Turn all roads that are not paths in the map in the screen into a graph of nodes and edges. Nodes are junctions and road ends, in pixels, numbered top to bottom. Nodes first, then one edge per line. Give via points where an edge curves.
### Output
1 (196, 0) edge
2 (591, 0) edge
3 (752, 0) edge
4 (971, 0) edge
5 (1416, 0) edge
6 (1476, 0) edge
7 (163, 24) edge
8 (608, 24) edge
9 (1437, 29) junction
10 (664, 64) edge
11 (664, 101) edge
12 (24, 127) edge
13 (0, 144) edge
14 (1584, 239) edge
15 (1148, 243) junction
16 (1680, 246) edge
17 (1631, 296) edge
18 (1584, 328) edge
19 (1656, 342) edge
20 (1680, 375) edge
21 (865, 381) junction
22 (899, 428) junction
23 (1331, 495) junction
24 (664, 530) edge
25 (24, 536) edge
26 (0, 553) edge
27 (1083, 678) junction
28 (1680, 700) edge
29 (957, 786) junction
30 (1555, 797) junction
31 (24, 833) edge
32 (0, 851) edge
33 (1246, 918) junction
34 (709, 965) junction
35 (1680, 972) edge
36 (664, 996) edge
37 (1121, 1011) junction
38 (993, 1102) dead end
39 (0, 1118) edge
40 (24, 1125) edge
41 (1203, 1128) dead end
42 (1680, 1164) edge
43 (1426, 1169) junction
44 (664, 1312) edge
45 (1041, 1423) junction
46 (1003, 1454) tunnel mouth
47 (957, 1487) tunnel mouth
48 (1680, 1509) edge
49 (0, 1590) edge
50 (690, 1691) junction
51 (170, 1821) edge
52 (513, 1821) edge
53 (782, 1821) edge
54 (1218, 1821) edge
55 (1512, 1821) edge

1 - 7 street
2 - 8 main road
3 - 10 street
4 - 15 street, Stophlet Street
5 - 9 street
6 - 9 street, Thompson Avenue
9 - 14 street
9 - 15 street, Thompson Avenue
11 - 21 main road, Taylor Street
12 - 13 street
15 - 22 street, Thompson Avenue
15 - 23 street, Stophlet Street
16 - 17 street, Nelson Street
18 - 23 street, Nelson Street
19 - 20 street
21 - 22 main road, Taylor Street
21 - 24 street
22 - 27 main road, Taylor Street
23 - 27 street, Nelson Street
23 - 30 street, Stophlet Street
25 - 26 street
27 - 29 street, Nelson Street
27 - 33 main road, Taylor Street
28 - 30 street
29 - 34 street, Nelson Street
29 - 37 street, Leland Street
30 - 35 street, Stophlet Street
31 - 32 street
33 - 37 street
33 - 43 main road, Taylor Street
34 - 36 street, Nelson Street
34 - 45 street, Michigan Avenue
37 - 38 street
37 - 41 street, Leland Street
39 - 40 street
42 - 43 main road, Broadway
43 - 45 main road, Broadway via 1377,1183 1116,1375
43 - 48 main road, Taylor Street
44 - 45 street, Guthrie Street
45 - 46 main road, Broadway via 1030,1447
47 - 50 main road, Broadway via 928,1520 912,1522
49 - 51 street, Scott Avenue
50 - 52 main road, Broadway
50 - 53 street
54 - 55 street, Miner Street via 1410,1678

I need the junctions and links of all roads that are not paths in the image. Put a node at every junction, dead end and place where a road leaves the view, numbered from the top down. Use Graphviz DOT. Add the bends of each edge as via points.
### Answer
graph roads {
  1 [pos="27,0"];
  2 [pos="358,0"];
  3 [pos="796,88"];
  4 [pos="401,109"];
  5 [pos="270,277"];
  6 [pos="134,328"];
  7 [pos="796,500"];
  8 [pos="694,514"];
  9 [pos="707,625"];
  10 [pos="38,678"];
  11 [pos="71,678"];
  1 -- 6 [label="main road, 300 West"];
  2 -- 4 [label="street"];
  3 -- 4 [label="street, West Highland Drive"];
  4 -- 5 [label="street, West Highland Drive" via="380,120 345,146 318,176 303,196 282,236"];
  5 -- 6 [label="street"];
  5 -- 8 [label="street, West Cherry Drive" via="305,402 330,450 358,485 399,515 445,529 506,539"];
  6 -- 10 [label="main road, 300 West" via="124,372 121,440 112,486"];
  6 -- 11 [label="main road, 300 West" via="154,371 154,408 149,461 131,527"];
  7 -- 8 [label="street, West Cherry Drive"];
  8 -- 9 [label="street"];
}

---

- DIRECTIONS: All of the records above need to be copied exactly.

- TASK SOLUTION:
Turn all roads that are not paths in the map in the screen into a graph of nodes and edges. Nodes are junctions and road ends, in pixels, numbered top to bottom. Nodes first, then one edge per line. Give via points where an edge curves.
### Output
1 (196, 0) edge
2 (591, 0) edge
3 (752, 0) edge
4 (971, 0) edge
5 (1416, 0) edge
6 (1476, 0) edge
7 (163, 24) edge
8 (608, 24) edge
9 (1437, 29) junction
10 (664, 64) edge
11 (664, 101) edge
12 (24, 127) edge
13 (0, 144) edge
14 (1584, 239) edge
15 (1148, 243) junction
16 (1680, 246) edge
17 (1631, 296) edge
18 (1584, 328) edge
19 (1656, 342) edge
20 (1680, 375) edge
21 (865, 381) junction
22 (899, 428) junction
23 (1331, 495) junction
24 (664, 530) edge
25 (24, 536) edge
26 (0, 553) edge
27 (1083, 678) junction
28 (1680, 700) edge
29 (957, 786) junction
30 (1555, 797) junction
31 (24, 833) edge
32 (0, 851) edge
33 (1246, 918) junction
34 (709, 965) junction
35 (1680, 972) edge
36 (664, 996) edge
37 (1121, 1011) junction
38 (993, 1102) dead end
39 (0, 1118) edge
40 (24, 1125) edge
41 (1203, 1128) dead end
42 (1680, 1164) edge
43 (1426, 1169) junction
44 (664, 1312) edge
45 (1041, 1423) junction
46 (1003, 1454) tunnel mouth
47 (957, 1487) tunnel mouth
48 (1680, 1509) edge
49 (0, 1590) edge
50 (690, 1691) junction
51 (170, 1821) edge
52 (513, 1821) edge
53 (782, 1821) edge
54 (1218, 1821) edge
55 (1512, 1821) edge

1 - 7 street
2 - 8 main road
3 - 10 street
4 - 15 street, Stophlet Street
5 - 9 street
6 - 9 street, Thompson Avenue
9 - 14 street
9 - 15 street, Thompson Avenue
11 - 21 main road, Taylor Street
12 - 13 street
15 - 22 street, Thompson Avenue
15 - 23 street, Stophlet Street
16 - 17 street, Nelson Street
18 - 23 street, Nelson Street
19 - 20 street
21 - 22 main road, Taylor Street
21 - 24 street
22 - 27 main road, Taylor Street
23 - 27 street, Nelson Street
23 - 30 street, Stophlet Street
25 - 26 street
27 - 29 street, Nelson Street
27 - 33 main road, Taylor Street
28 - 30 street
29 - 34 street, Nelson Street
29 - 37 street, Leland Street
30 - 35 street, Stophlet Street
31 - 32 street
33 - 37 street
33 - 43 main road, Taylor Street
34 - 36 street, Nelson Street
34 - 45 street, Michigan Avenue
37 - 38 street
37 - 41 street, Leland Street
39 - 40 street
42 - 43 main road, Broadway
43 - 45 main road, Broadway via 1377,1183 1116,1375
43 - 48 main road, Taylor Street
44 - 45 street, Guthrie Street
45 - 46 main road, Broadway via 1030,1447
47 - 50 main road, Broadway via 928,1520 912,1522
49 - 51 street, Scott Avenue
50 - 52 main road, Broadway
50 - 53 street
54 - 55 street, Miner Street via 1410,1678

I need the junctions and links of all roads that are not paths in the image. Put a node at every junction, dead end and place where a road leaves the view, numbered from the top down. Use Graphviz DOT. Add the bends of each edge as via points.
### Answer
graph roads {
  1 [pos="27,0"];
  2 [pos="358,0"];
  3 [pos="796,88"];
  4 [pos="401,109"];
  5 [pos="270,277"];
  6 [pos="134,328"];
  7 [pos="796,500"];
  8 [pos="694,514"];
  9 [pos="707,625"];
  10 [pos="38,678"];
  11 [pos="71,678"];
  1 -- 6 [label="main road, 300 West"];
  2 -- 4 [label="street"];
  3 -- 4 [label="street, West Highland Drive"];
  4 -- 5 [label="street, West Highland Drive" via="380,120 345,146 318,176 303,196 282,236"];
  5 -- 6 [label="street"];
  5 -- 8 [label="street, West Cherry Drive" via="305,402 330,450 358,485 399,515 445,529 506,539"];
  6 -- 10 [label="main road, 300 West" via="124,372 121,440 112,486"];
  6 -- 11 [label="main road, 300 West" via="154,371 154,408 149,461 131,527"];
  7 -- 8 [label="street, West Cherry Drive"];
  8 -- 9 [label="street"];
}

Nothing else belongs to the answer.